[[ INPUT MATERIAL, beginning ]]

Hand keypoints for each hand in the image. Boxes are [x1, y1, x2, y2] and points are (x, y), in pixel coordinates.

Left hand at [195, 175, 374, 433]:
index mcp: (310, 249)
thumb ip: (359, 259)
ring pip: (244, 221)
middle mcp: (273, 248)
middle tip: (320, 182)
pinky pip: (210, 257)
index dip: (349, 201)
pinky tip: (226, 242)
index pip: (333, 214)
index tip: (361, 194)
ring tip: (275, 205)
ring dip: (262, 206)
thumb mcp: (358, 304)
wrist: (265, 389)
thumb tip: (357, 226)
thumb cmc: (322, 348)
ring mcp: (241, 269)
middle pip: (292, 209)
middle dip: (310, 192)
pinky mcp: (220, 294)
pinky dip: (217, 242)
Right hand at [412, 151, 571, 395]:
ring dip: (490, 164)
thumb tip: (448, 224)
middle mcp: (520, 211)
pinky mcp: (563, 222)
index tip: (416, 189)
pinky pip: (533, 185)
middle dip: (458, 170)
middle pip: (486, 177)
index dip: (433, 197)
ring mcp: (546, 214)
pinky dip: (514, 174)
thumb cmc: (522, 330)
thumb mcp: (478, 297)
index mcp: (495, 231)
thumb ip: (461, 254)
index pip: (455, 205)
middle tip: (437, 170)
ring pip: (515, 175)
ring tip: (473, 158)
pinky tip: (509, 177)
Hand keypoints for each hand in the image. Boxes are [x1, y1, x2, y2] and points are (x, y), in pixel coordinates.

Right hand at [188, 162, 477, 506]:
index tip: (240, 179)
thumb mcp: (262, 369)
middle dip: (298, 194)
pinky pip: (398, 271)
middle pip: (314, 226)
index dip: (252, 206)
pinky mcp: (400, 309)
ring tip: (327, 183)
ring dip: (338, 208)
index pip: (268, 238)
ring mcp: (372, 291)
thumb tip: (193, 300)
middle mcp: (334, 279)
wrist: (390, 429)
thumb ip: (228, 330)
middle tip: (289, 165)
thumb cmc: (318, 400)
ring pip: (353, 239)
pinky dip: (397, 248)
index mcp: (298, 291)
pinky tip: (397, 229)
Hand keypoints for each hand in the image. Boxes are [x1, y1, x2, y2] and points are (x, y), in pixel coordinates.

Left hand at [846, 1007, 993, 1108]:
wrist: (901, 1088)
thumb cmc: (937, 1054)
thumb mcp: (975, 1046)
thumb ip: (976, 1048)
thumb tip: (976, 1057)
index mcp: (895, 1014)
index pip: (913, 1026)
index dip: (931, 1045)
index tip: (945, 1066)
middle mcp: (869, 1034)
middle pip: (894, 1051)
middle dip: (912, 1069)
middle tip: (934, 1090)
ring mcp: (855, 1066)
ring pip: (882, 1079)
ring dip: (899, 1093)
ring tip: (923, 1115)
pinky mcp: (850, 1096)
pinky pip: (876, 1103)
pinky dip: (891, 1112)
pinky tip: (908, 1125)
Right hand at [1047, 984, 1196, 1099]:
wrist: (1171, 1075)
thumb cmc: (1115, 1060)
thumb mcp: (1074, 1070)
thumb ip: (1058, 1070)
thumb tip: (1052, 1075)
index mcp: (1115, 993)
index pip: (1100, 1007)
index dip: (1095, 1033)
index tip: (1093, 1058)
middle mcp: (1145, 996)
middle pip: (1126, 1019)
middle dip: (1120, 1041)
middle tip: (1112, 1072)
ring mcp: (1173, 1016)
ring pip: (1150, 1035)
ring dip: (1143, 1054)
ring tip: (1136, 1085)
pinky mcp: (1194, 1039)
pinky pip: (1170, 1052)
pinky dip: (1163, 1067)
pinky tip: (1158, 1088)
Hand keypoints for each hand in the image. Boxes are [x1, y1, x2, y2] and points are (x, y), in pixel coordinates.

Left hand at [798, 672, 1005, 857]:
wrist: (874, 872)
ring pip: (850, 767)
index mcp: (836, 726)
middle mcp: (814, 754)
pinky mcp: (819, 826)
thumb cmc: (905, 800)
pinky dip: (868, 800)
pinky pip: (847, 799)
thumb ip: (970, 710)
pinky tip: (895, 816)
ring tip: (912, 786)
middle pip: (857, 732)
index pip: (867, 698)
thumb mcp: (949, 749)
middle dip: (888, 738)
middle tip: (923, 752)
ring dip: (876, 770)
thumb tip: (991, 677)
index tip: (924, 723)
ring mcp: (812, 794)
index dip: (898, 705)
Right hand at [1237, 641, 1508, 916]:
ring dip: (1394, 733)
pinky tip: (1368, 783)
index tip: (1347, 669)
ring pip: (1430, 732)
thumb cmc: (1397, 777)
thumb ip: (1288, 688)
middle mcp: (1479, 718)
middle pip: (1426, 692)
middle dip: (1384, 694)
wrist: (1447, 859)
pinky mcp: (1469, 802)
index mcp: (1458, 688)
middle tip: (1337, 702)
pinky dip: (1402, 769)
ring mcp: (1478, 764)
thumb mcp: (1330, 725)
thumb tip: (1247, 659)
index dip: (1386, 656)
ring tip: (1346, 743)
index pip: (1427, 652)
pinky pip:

[[ INPUT MATERIAL, end ]]

WHAT THIS TASK INVOLVES → Would you return all lines from the preceding listing that contain the word "Left"?

THE COMPLETED TASK →
Left hand at [195, 175, 374, 433]:
Left hand at [846, 1007, 993, 1108]:
Left hand at [798, 672, 1005, 857]:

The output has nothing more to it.